§ Exercise material:
■ ■ ■ ■ ■
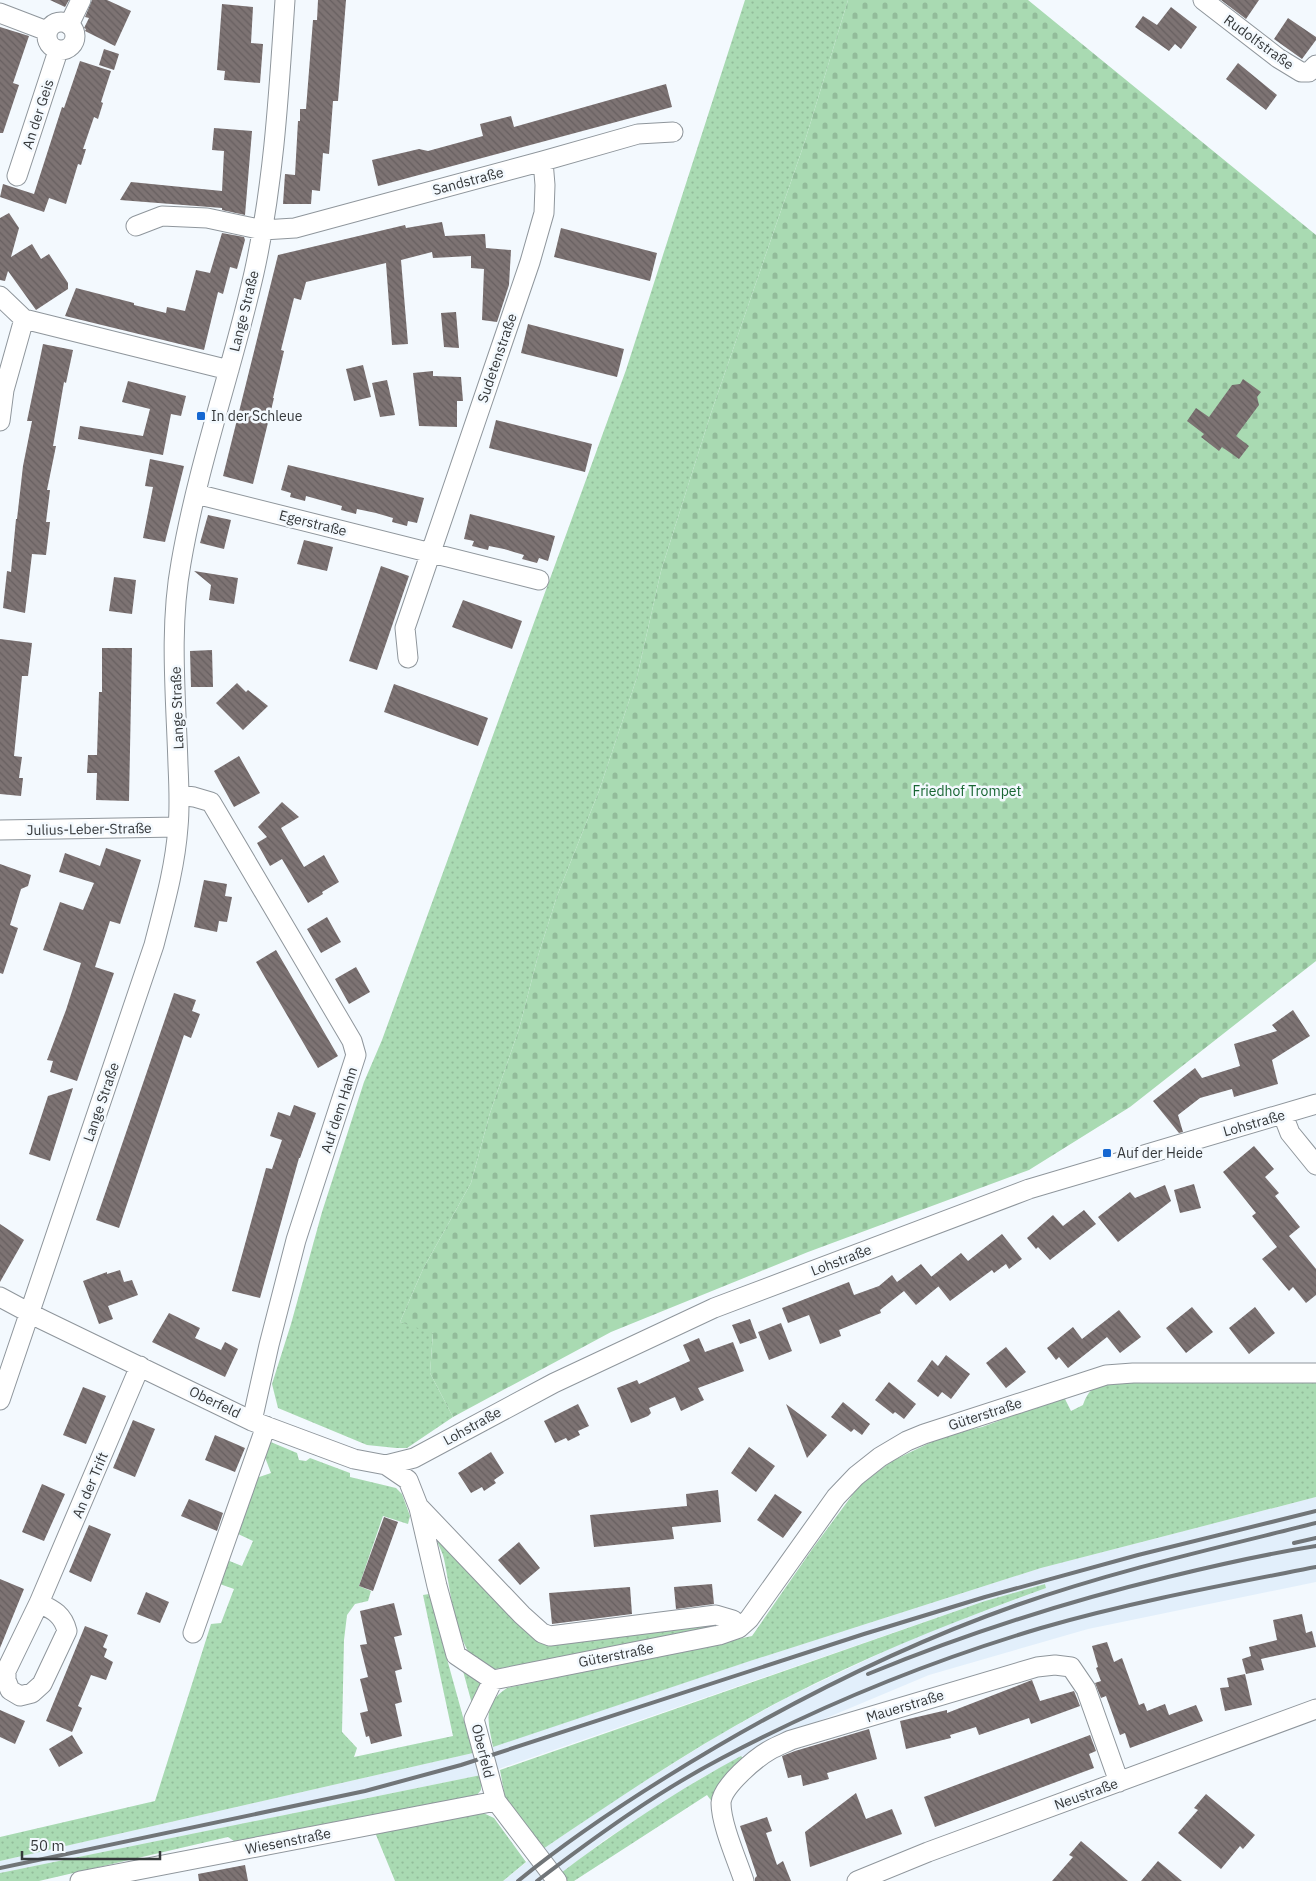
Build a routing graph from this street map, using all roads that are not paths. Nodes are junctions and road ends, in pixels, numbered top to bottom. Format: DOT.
graph roads {
  1 [pos="81,0"];
  2 [pos="285,0"];
  3 [pos="1203,0"];
  4 [pos="0,14"];
  5 [pos="69,24"];
  6 [pos="47,31"];
  7 [pos="58,51"];
  8 [pos="1316,65"];
  9 [pos="673,132"];
  10 [pos="543,161"];
  11 [pos="17,176"];
  12 [pos="136,226"];
  13 [pos="262,230"];
  14 [pos="0,296"];
  15 [pos="24,319"];
  16 [pos="229,370"];
  17 [pos="2,389"];
  18 [pos="0,421"];
  19 [pos="196,494"];
  20 [pos="430,552"];
  21 [pos="539,580"];
  22 [pos="408,658"];
  23 [pos="179,796"];
  24 [pos="178,827"];
  25 [pos="0,830"];
  26 [pos="1316,1104"];
  27 [pos="1283,1114"];
  28 [pos="1316,1165"];
  29 [pos="0,1296"];
  30 [pos="30,1312"];
  31 [pos="140,1366"];
  32 [pos="1316,1373"];
  33 [pos="0,1400"];
  34 [pos="259,1423"];
  35 [pos="386,1465"];
  36 [pos="419,1508"];
  37 [pos="39,1603"];
  38 [pos="739,1628"];
  39 [pos="193,1632"];
  40 [pos="565,1634"];
  41 [pos="493,1680"];
  42 [pos="3,1681"];
  43 [pos="1316,1709"];
  44 [pos="1119,1782"];
  45 [pos="496,1801"];
  46 [pos="80,1881"];
  47 [pos="557,1881"];
  48 [pos="744,1881"];
  49 [pos="857,1881"];
  1 -- 5 [label="street"];
  2 -- 13 [label="street, Lange Straße"];
  3 -- 8 [label="street, Rudolfstraße"];
  4 -- 6 [label="street"];
  5 -- 6 [label="street"];
  5 -- 7 [label="street, An der Geis"];
  6 -- 7 [label="street"];
  7 -- 11 [label="street, An der Geis"];
  9 -- 10 [label="street, Sandstraße"];
  10 -- 13 [label="street, Sandstraße"];
  10 -- 20 [label="street, Sudetenstraße"];
  12 -- 13 [label="street, Sandstraße"];
  13 -- 16 [label="street, Lange Straße"];
  14 -- 15 [label="street"];
  15 -- 16 [label="street"];
  15 -- 17 [label="street"];
  16 -- 19 [label="street, Lange Straße"];
  17 -- 18 [label="street"];
  19 -- 20 [label="street, Egerstraße"];
  19 -- 23 [label="street, Lange Straße"];
  20 -- 21 [label="street, Egerstraße"];
  20 -- 22 [label="street"];
  23 -- 24 [label="street, Lange Straße"];
  23 -- 34 [label="street, Auf dem Hahn"];
  24 -- 25 [label="street, Julius-Leber-Straße"];
  24 -- 30 [label="street, Lange Straße"];
  26 -- 27 [label="street, Lohstraße"];
  27 -- 28 [label="street"];
  27 -- 35 [label="street, Lohstraße"];
  29 -- 30 [label="street, Oberfeld"];
  30 -- 31 [label="street, Oberfeld"];
  30 -- 33 [label="street, Lange Straße"];
  31 -- 34 [label="street, Oberfeld"];
  31 -- 37 [label="street, An der Trift"];
  32 -- 38 [label="street, Güterstraße"];
  34 -- 35 [label="street, Oberfeld"];
  34 -- 39 [label="street, Auf dem Hahn"];
  35 -- 36 [label="street, Oberfeld"];
  36 -- 40 [label="street, Oberfeld"];
  36 -- 41 [label="street, Oberfeld"];
  37 -- 42 [label="street, An der Trift"];
  37 -- 42 [label="street, An der Trift"];
  38 -- 40 [label="street, Güterstraße"];
  38 -- 41 [label="street, Güterstraße"];
  41 -- 45 [label="street, Oberfeld"];
  43 -- 44 [label="street, Neustraße"];
  44 -- 48 [label="street, Mauerstraße"];
  44 -- 49 [label="street, Neustraße"];
  45 -- 46 [label="street, Wiesenstraße"];
  45 -- 47 [label="street, Oberfeld"];
}
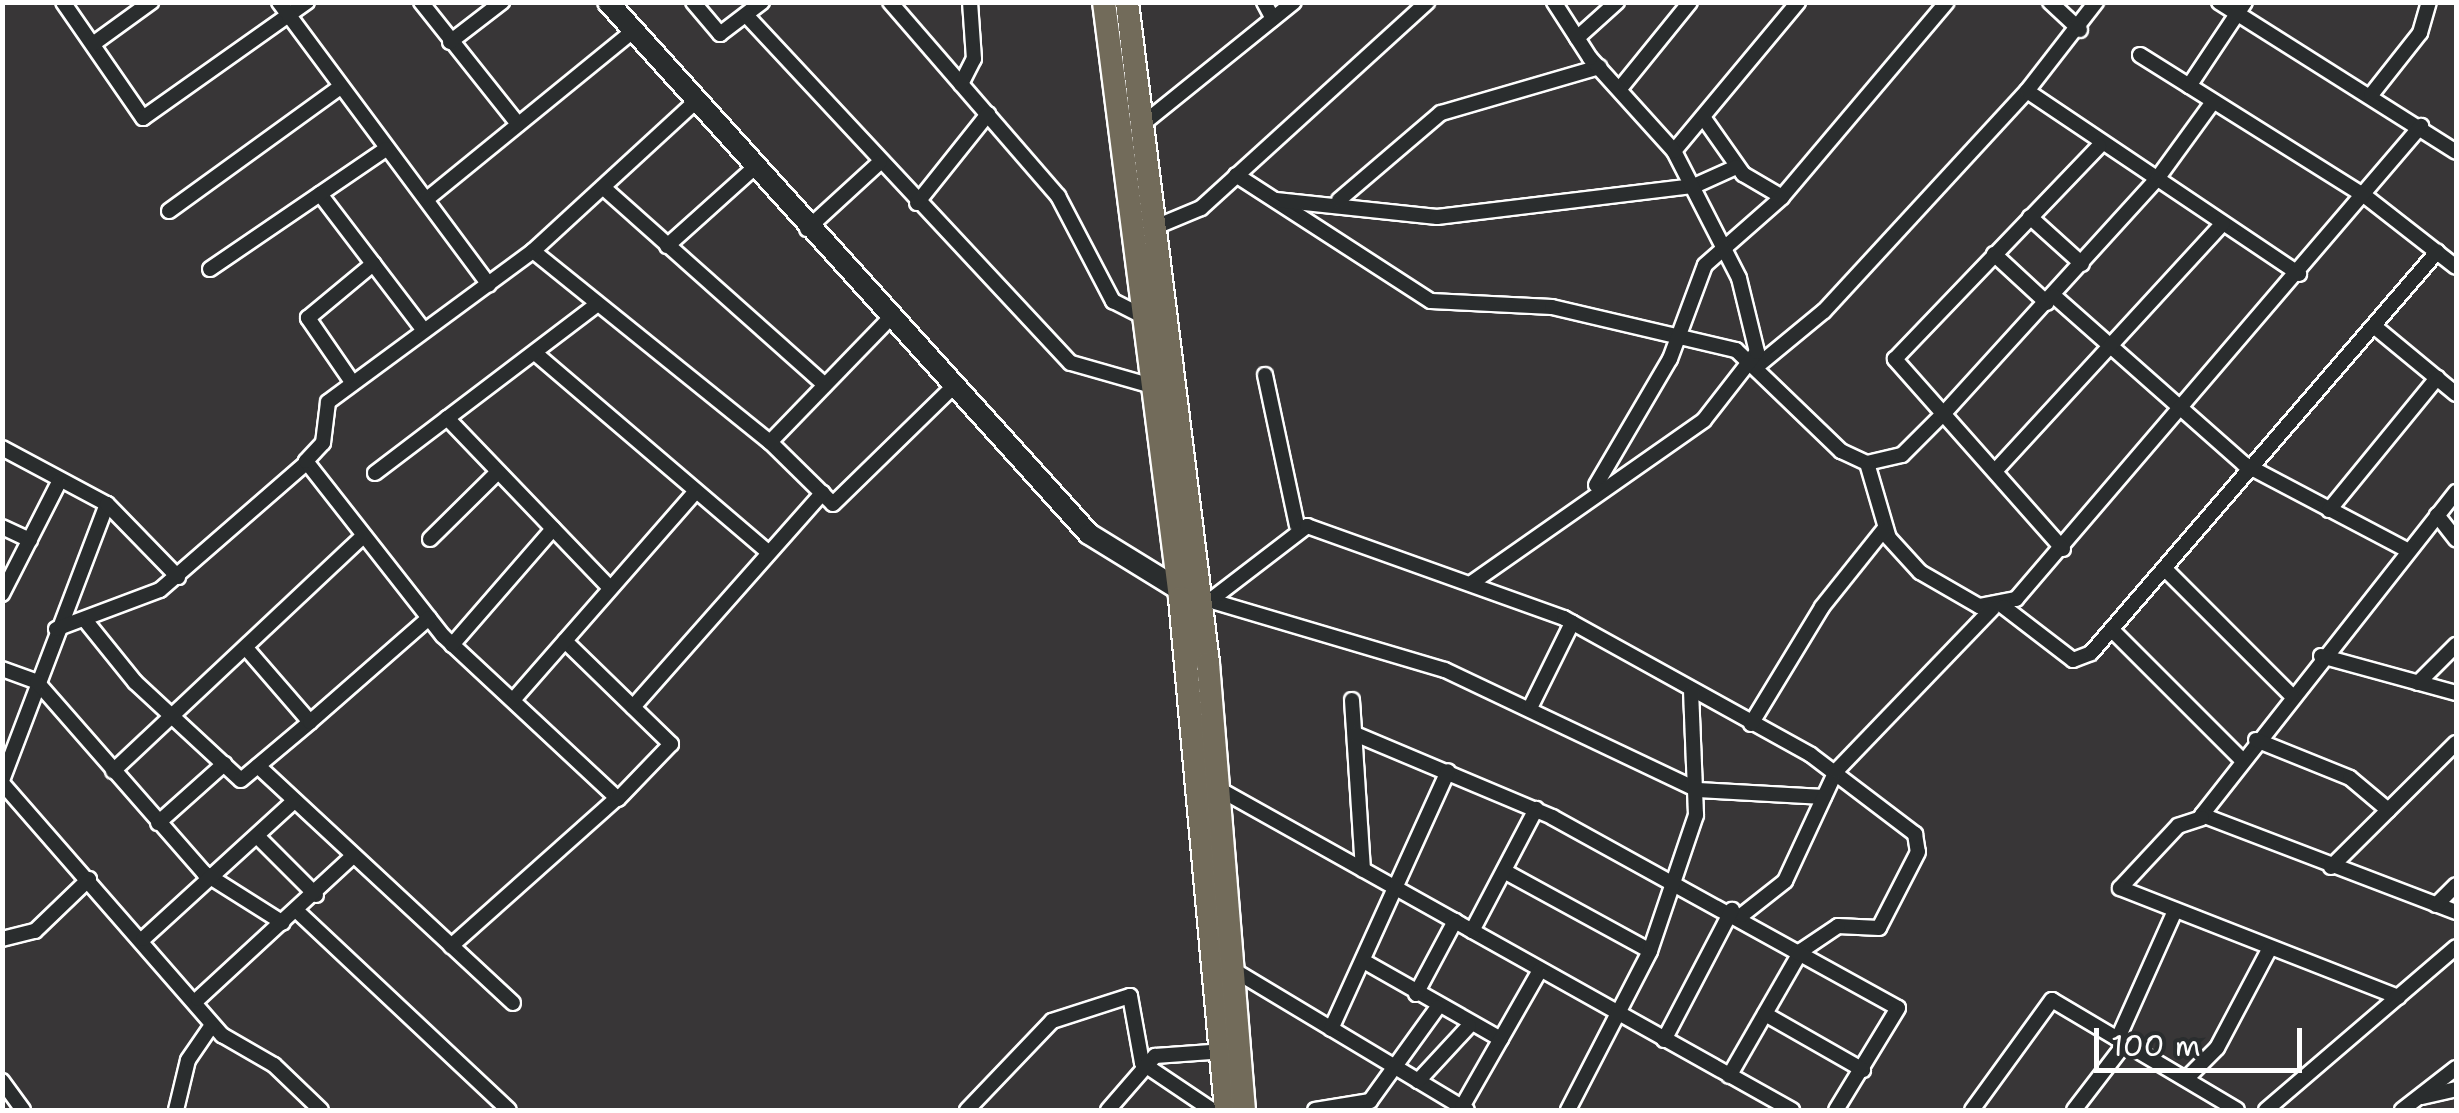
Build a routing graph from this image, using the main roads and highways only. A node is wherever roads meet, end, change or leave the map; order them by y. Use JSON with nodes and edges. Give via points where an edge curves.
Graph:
{"nodes":[{"id":1,"x":1104,"y":2,"type":"edge"},
{"id":2,"x":1127,"y":2,"type":"edge"},
{"id":3,"x":1197,"y":599,"type":"junction"},
{"id":4,"x":1230,"y":1050,"type":"junction"},
{"id":5,"x":1226,"y":1110,"type":"edge"},
{"id":6,"x":1244,"y":1110,"type":"edge"}],
"edges":[{"from":1,"to":3,"type":"main road","via":[[1148,386]]},
{"from":2,"to":3,"type":"main road"},
{"from":3,"to":4,"type":"main road"},
{"from":3,"to":4,"type":"main road","via":[[1219,789],[1232,969]]},
{"from":4,"to":5,"type":"main road"},
{"from":4,"to":6,"type":"main road"}]}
■ ■ ■ ■ ■
Word-for-word transcript, pictures excluded: copy all the material above.

Build a routing graph from this street map, using all roads that are not paths. Nodes are junctions and road ends, in pixels, numbered top to bottom. Format: DOT.
graph roads {
  1 [pos="81,0"];
  2 [pos="285,0"];
  3 [pos="1203,0"];
  4 [pos="0,14"];
  5 [pos="69,24"];
  6 [pos="47,31"];
  7 [pos="58,51"];
  8 [pos="1316,65"];
  9 [pos="673,132"];
  10 [pos="543,161"];
  11 [pos="17,176"];
  12 [pos="136,226"];
  13 [pos="262,230"];
  14 [pos="0,296"];
  15 [pos="24,319"];
  16 [pos="229,370"];
  17 [pos="2,389"];
  18 [pos="0,421"];
  19 [pos="196,494"];
  20 [pos="430,552"];
  21 [pos="539,580"];
  22 [pos="408,658"];
  23 [pos="179,796"];
  24 [pos="178,827"];
  25 [pos="0,830"];
  26 [pos="1316,1104"];
  27 [pos="1283,1114"];
  28 [pos="1316,1165"];
  29 [pos="0,1296"];
  30 [pos="30,1312"];
  31 [pos="140,1366"];
  32 [pos="1316,1373"];
  33 [pos="0,1400"];
  34 [pos="259,1423"];
  35 [pos="386,1465"];
  36 [pos="419,1508"];
  37 [pos="39,1603"];
  38 [pos="739,1628"];
  39 [pos="193,1632"];
  40 [pos="565,1634"];
  41 [pos="493,1680"];
  42 [pos="3,1681"];
  43 [pos="1316,1709"];
  44 [pos="1119,1782"];
  45 [pos="496,1801"];
  46 [pos="80,1881"];
  47 [pos="557,1881"];
  48 [pos="744,1881"];
  49 [pos="857,1881"];
  1 -- 5 [label="street"];
  2 -- 13 [label="street, Lange Straße"];
  3 -- 8 [label="street, Rudolfstraße"];
  4 -- 6 [label="street"];
  5 -- 6 [label="street"];
  5 -- 7 [label="street, An der Geis"];
  6 -- 7 [label="street"];
  7 -- 11 [label="street, An der Geis"];
  9 -- 10 [label="street, Sandstraße"];
  10 -- 13 [label="street, Sandstraße"];
  10 -- 20 [label="street, Sudetenstraße"];
  12 -- 13 [label="street, Sandstraße"];
  13 -- 16 [label="street, Lange Straße"];
  14 -- 15 [label="street"];
  15 -- 16 [label="street"];
  15 -- 17 [label="street"];
  16 -- 19 [label="street, Lange Straße"];
  17 -- 18 [label="street"];
  19 -- 20 [label="street, Egerstraße"];
  19 -- 23 [label="street, Lange Straße"];
  20 -- 21 [label="street, Egerstraße"];
  20 -- 22 [label="street"];
  23 -- 24 [label="street, Lange Straße"];
  23 -- 34 [label="street, Auf dem Hahn"];
  24 -- 25 [label="street, Julius-Leber-Straße"];
  24 -- 30 [label="street, Lange Straße"];
  26 -- 27 [label="street, Lohstraße"];
  27 -- 28 [label="street"];
  27 -- 35 [label="street, Lohstraße"];
  29 -- 30 [label="street, Oberfeld"];
  30 -- 31 [label="street, Oberfeld"];
  30 -- 33 [label="street, Lange Straße"];
  31 -- 34 [label="street, Oberfeld"];
  31 -- 37 [label="street, An der Trift"];
  32 -- 38 [label="street, Güterstraße"];
  34 -- 35 [label="street, Oberfeld"];
  34 -- 39 [label="street, Auf dem Hahn"];
  35 -- 36 [label="street, Oberfeld"];
  36 -- 40 [label="street, Oberfeld"];
  36 -- 41 [label="street, Oberfeld"];
  37 -- 42 [label="street, An der Trift"];
  37 -- 42 [label="street, An der Trift"];
  38 -- 40 [label="street, Güterstraße"];
  38 -- 41 [label="street, Güterstraße"];
  41 -- 45 [label="street, Oberfeld"];
  43 -- 44 [label="street, Neustraße"];
  44 -- 48 [label="street, Mauerstraße"];
  44 -- 49 [label="street, Neustraße"];
  45 -- 46 [label="street, Wiesenstraße"];
  45 -- 47 [label="street, Oberfeld"];
}
Build a routing graph from this image, using the main roads and highways only. A node is wherever roads meet, end, change or leave the map; order them by y. Use JSON with nodes and edges. Give via points where an edge curves.
Graph:
{"nodes":[{"id":1,"x":1104,"y":2,"type":"edge"},
{"id":2,"x":1127,"y":2,"type":"edge"},
{"id":3,"x":1197,"y":599,"type":"junction"},
{"id":4,"x":1230,"y":1050,"type":"junction"},
{"id":5,"x":1226,"y":1110,"type":"edge"},
{"id":6,"x":1244,"y":1110,"type":"edge"}],
"edges":[{"from":1,"to":3,"type":"main road","via":[[1148,386]]},
{"from":2,"to":3,"type":"main road"},
{"from":3,"to":4,"type":"main road"},
{"from":3,"to":4,"type":"main road","via":[[1219,789],[1232,969]]},
{"from":4,"to":5,"type":"main road"},
{"from":4,"to":6,"type":"main road"}]}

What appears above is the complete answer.